Title: Establishing a Multi-Thesauri-Scenario based on SKOS and Cross-Concordances
ArXiv ID: 1009.5352
Date: 2010-09-28
Authors: ** - Mayr, B. (KoMoHe 프로젝트) - Petras, V. (KoMoHe 프로젝트) - Zapilko, M. (GESIS) - Sure, Y. (GESIS) - Neubert, H. (ZBW) - 기타 기여자 (STW, IBLK‑Thesaurus 등) **
📝 Abstract
This case study proposes a scenario with three topic-related thesauri, which have been connected with bilateral cross-concordances as part of a major terminology mapping initiative in the project KoMoHe (Mayr & Petras, 2008). The thesauri have already been or will be converted to SKOS and in order to not omit the relevant crosswalks, the mapping properties of SKOS will be used for modeling them adequately.
💡 Deep Analysis
📄 Full Content
With the standardization of SKOS1 (Simple Knowledge Organization System) in August 2009 a data model has been offered to publish controlled vocabularies and taxonomies on the web in a technical and semantically interoperable way.
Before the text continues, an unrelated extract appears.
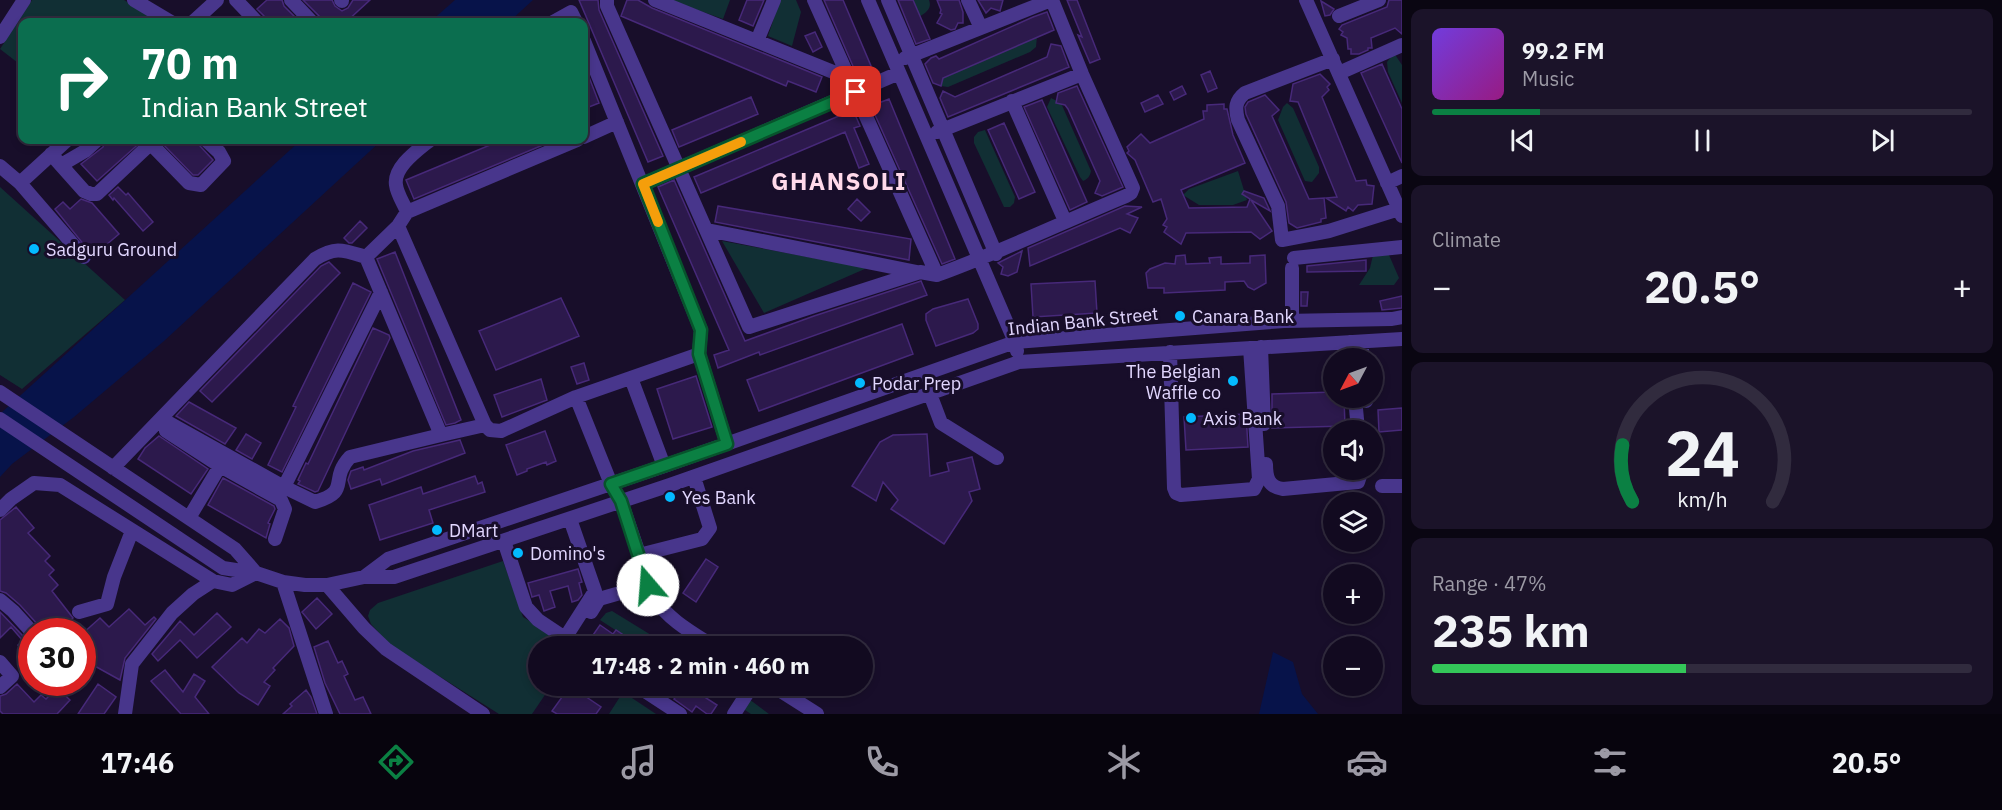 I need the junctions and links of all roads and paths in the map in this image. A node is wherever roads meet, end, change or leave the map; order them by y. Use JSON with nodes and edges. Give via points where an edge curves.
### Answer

The heterogeneous environment of various vocabularies worldwide can be technically harmonized prospectively and especially the content of traditional databases can be made accessible and connectable for applications of the Semantic Web, i.e. as Linked Open Data2 . Vocabularies in SKOS format and respectively crosswalks between them can play a relevant role in this context, because they can serve as a bridging hub for the inter-linking of different published and indexed data sets.
This case study proposes a scenario with three topic-related thesauri, which have been connected with bilateral cross-concordances as part of a major terminology mapping initiative in the project KoMoHe (Mayr & Petras, 2008). The thesauri have already been or will be converted to SKOS and in order to not omit the relevant crosswalks, the mapping properties of SKOS will be used for modeling them adequately. The participating thesauri in this approach are: (i) TheSoz (Thesaurus for the Social Sciences, GESIS) which has been converted to SKOS in a first experimental version (Zapilko & Sure, 2009) in 2009, the current version uses SKOS-XL for representing preferred and non-preferred terms and defines additional extensions which are oriented on the introduced SKOS extensions of the EUROVOC thesaurus (Smedt, 2009) to model more complex relations between terms, i.e. “use combination” relations, (ii) STW (Standard-Thesaurus for Economics, ZBW) which has also been published in SKOS format (Neubert, 2009) and (iii) IBLK-Thesaurus (SWP).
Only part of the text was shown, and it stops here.